▶ **What this task involves**
Starting with the line that contains "middle tip: (401, 177)" and ending with the final line of the data below, print those lines exactly and nothing else.

##############################

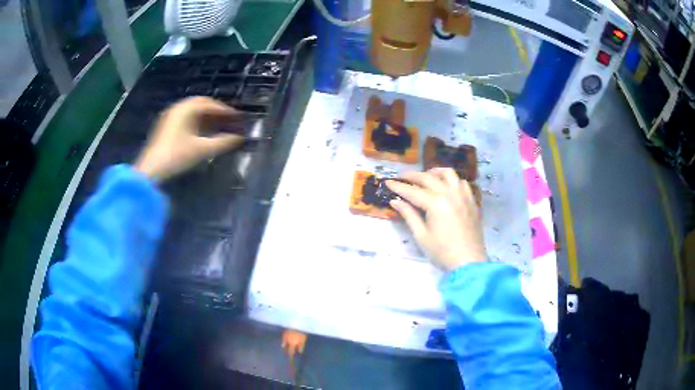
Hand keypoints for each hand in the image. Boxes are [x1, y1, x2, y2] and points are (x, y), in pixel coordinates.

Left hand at [134, 96, 243, 180]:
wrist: (150, 171)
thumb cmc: (176, 157)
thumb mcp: (202, 150)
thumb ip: (223, 143)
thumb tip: (240, 138)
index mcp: (187, 109)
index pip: (211, 104)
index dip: (226, 110)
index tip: (238, 117)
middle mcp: (178, 108)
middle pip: (201, 104)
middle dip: (217, 111)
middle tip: (229, 119)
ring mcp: (170, 116)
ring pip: (193, 111)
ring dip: (207, 116)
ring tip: (219, 125)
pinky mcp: (166, 126)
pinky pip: (186, 117)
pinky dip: (197, 121)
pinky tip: (202, 131)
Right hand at [386, 168, 485, 270]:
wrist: (468, 261)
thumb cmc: (442, 252)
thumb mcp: (421, 235)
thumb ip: (409, 215)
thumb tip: (395, 201)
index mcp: (436, 203)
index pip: (412, 191)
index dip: (398, 186)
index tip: (387, 183)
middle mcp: (450, 194)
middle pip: (428, 178)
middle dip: (412, 176)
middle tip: (401, 177)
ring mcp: (463, 195)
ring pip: (448, 174)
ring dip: (434, 172)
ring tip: (426, 176)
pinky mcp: (471, 201)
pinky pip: (461, 182)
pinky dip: (451, 180)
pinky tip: (446, 186)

##############################

▶ **Result of this task**
middle tip: (401, 177)
ring mcp: (463, 195)
ring pip: (448, 174)
ring dip: (434, 172)
ring tip: (426, 176)
pinky mcp: (471, 201)
pinky pip: (461, 182)
pinky dip: (451, 180)
pinky tip: (446, 186)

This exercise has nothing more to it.